Post-screening conversation with artist and filmmaker Bruce LaBruce

Date
Friday, November 7, 2025
Time
6:30 pm - 9:00 pm
Overview

Part of the series
Pasolini: Politics & Poetry
Curated by Ara H. Merjian and Mila Tenaglia
On the 50th anniversary of the death of Pier Paolo Pasolini (1922-1975)

Screening
Teorema
(1968, 98 min.)
In ITALIAN with ENGLISH subtitles

Written and directed by
Pier Paolo Pasolini

Starring
Silvana Mangano, Terence Stamp, Massimo Girotti

Followed by a conversation with
Bruce LaBruce, artist and filmmaker
in conversation with
Ara H. Merjian, NYU

In ENGLISH

Pasolini’s Teorema (1968) unravels the spiritual and erotic disintegration of a bourgeois family after the arrival of a mysterious stranger. The post-screening conversation explores Teorema’s enduring influence on contemporary queer aesthetics and radical cinema—central themes in Bruce LaBruce’s own artistic practice.
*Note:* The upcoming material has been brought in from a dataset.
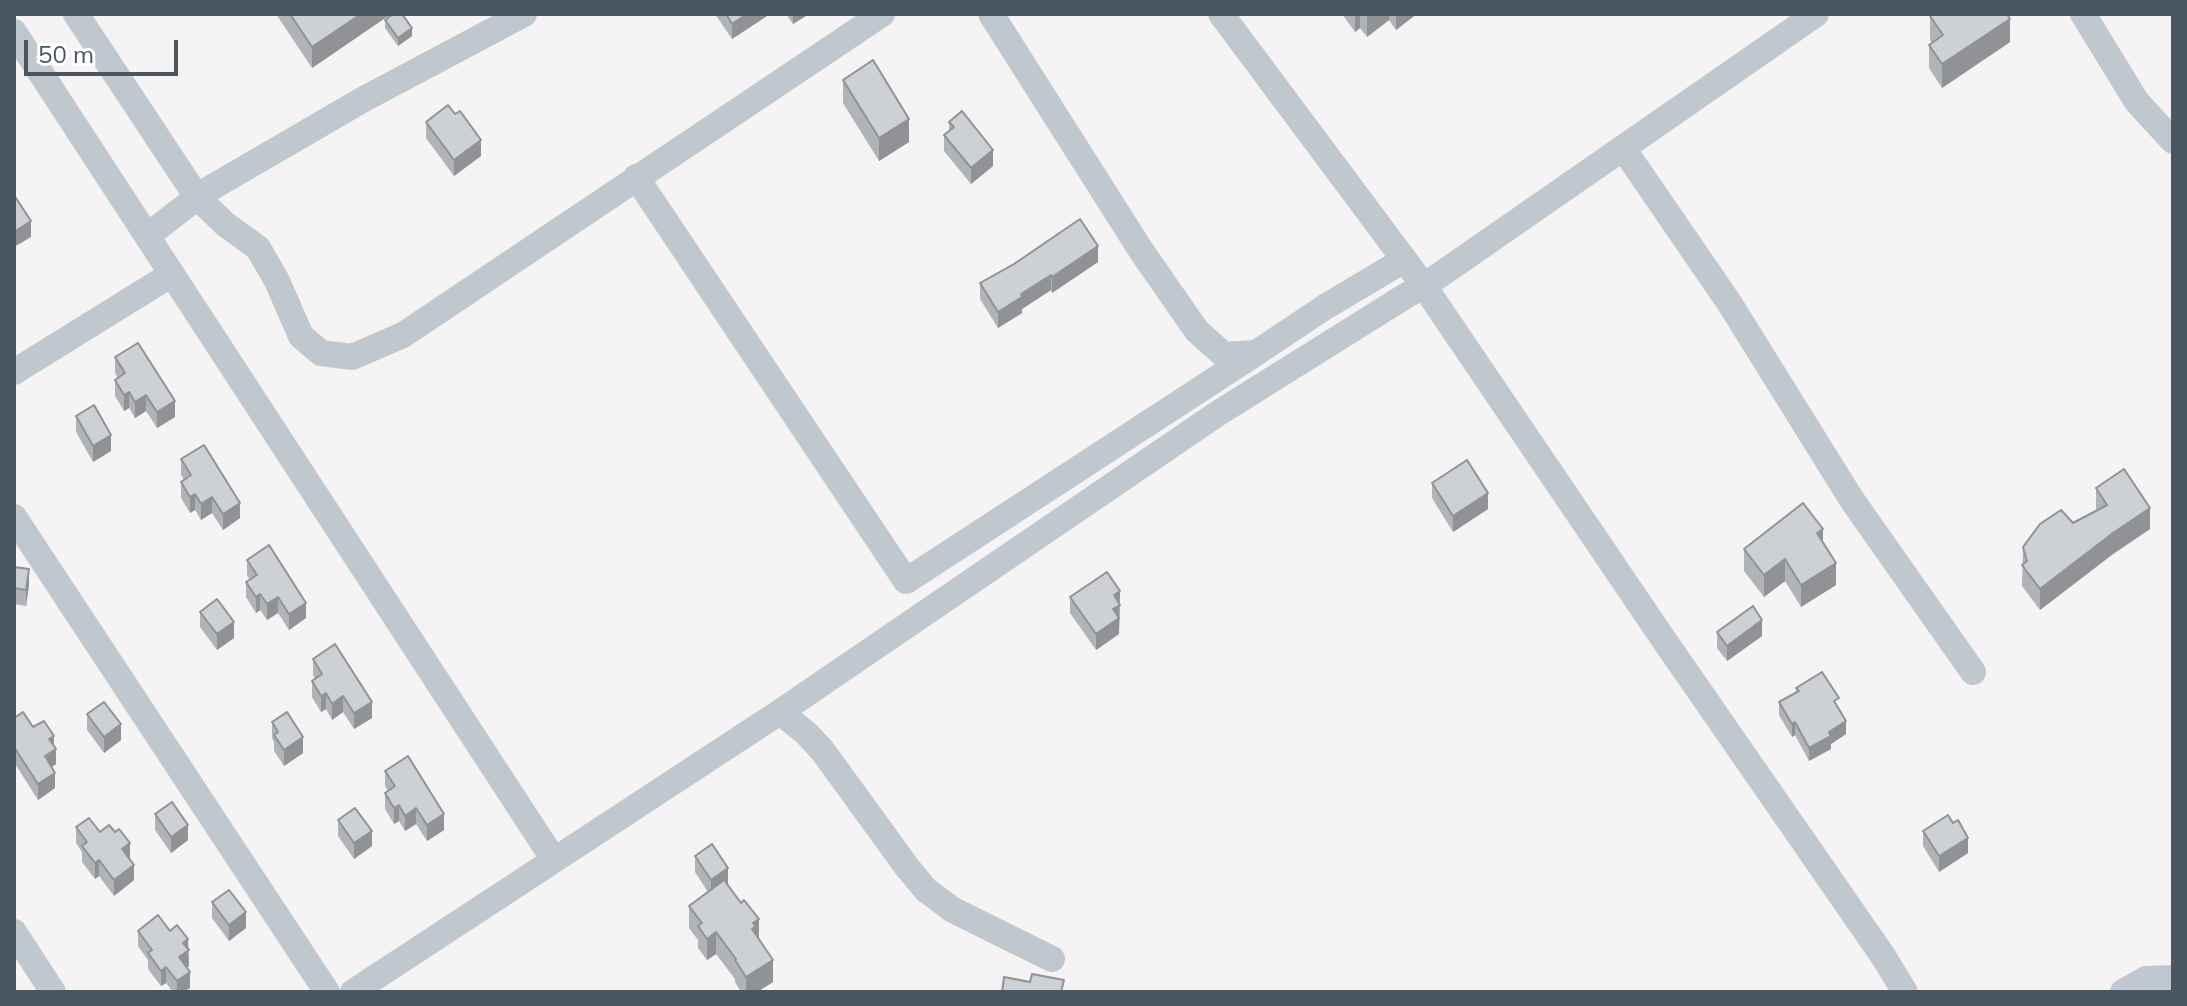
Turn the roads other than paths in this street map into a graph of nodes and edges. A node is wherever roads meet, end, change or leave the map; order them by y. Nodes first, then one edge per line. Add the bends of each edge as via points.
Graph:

Casa Italiana Zerilli-Marimò presents Pasolini: Politics & Poetry, on the fiftieth anniversary of Pier Paolo Pasolini’s death. The artist endures as a figure of controversy and contradiction, yet this milestone demands more than commemoration: it calls for a critical interrogation of his literary and cinematic oeuvre—vast, fractured, and unruly—alongside the political and intellectual commitments that continue to resist facile categorization. Curated by Professor and author Ara H. Merjian and creative producer Mila Tenaglia, the program runs from November 3 to 14 and pursues a multidisciplinary engagement with Pasolini’s work, traversing the languages of music, cinema, theater, and scholarly inquiry. Rather than merely honoring his legacy, the initiative seeks to restore the vitality and provocation of his thought and poetics, with particular attention to how contemporary artists and scholars have reinterpreted, contested, and claimed his intellectual and artistic inheritance. Pasolini: Politics & Poetry extends beyond screenings of Pasolini’s films—drawn from cinetecas, the Criterion Collection, and the Archivi Luce—to embrace works by directors and filmmakers who have discovered in his vision a wellspring for creative dialogue. This convergence of past and present positions the initiative not as a nostalgic ritual but as a living encounter with one of the twentieth century’s most formidable intellectuals, enriched by performances, a video installation exhibition, conversations, and academic interventions. Pasolini’s death—among the most notorious and contested episodes in Italian history—was not simply the murder of a homosexual man, but an event in which politics, literature, and society collided in ways that remain unresolved.